9.In view of the above said settled legal position, I have no hesitation to conclude that the decision arrived at by the learned trial Judge in holding that the suit is not maintainable for want of notice under Section 80 CPC is unsustainable. In view of the same, the decision in that regard is set aside. There is one other issue as pointed out by the learned counsel appearing for the respondents 1 to 10 that in spite of the fact that the trial Court has dismissed the suit, it has gone into the merits of the case to hold that the impugned order which was challenged in the suit is invalid. On the other hand, the learned counsel appearing for the respondents would submit that in all fairness, the trial Court should have decided the maintainability of the suit as a primary issue. Therefore, the order of the trial Court in deciding merit of the case holding that the impugned order of the second respondent is invalid which is in favour of the plaintiff but at the same time dismissing the suit for want of notice under Section 80 CPC cannot be sustained especially in the circumstances that as per the settled legal position, Section 80 CPC notice is not required. On considering the contentions raised by the learned senior counsel appearing for the appellant as well as the learned counsel appearing for the respondents, since I have already come to the conclusion that the decision of the trial Court in dismissing the suit for want of notice under Section 80 CPC is not valid and therefore it is set aside, I am of the considered view that since on the maintainability issue of the suit, now it is held that the suit is maintainable, the matter has to be remanded back to the trial Court for a fresh trial on the merit of the case by giving opportunities to both the parties for which course of action there cannot be any objection.
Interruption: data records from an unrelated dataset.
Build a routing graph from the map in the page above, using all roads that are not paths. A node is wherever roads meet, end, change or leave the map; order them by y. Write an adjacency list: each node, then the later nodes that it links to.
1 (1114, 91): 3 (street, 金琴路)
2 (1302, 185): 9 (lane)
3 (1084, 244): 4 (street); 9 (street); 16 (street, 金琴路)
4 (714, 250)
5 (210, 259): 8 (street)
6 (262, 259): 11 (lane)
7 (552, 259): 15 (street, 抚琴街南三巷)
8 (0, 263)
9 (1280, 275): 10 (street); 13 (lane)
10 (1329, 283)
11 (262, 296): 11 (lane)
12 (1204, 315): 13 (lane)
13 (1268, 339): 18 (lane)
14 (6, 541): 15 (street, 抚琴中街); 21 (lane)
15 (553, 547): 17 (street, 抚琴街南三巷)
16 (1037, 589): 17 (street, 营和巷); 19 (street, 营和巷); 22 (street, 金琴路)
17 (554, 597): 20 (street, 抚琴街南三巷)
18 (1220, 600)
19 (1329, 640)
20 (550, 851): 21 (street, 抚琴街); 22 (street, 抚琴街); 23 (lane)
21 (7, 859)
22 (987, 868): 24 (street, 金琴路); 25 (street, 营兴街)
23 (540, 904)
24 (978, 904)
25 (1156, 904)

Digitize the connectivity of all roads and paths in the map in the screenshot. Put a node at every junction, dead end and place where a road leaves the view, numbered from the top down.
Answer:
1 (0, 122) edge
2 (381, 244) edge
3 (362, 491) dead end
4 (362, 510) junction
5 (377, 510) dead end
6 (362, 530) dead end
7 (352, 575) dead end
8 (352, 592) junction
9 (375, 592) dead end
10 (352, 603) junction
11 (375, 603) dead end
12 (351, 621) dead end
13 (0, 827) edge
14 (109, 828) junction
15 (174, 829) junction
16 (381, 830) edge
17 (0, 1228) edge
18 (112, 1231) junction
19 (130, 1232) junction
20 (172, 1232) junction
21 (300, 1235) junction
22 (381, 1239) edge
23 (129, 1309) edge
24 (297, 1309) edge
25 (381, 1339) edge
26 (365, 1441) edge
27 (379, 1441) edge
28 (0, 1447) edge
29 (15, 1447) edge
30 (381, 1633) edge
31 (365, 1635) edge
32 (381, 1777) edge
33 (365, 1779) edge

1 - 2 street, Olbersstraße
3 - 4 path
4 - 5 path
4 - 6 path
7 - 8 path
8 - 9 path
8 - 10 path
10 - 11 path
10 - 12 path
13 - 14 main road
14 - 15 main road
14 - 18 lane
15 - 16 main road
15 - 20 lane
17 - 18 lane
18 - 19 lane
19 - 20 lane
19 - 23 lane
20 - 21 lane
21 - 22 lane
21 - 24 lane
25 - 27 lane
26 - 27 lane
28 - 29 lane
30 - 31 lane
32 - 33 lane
In view of the above said facts, the judgment and decree of the trial Court passed in O.s.No.223/89 dated 15.7.1991 is set aside and the matter is remanded back to the trial Court for fresh trial to decide about the validity or otherwise of the impugned order of the second respondent dated 5.5.88 by giving opportunity to the parties and the trial Court is directed to complete the trial within a period of 6 months from the date of receipt of a copy of this order. The fist appeal stands allowed. No costs.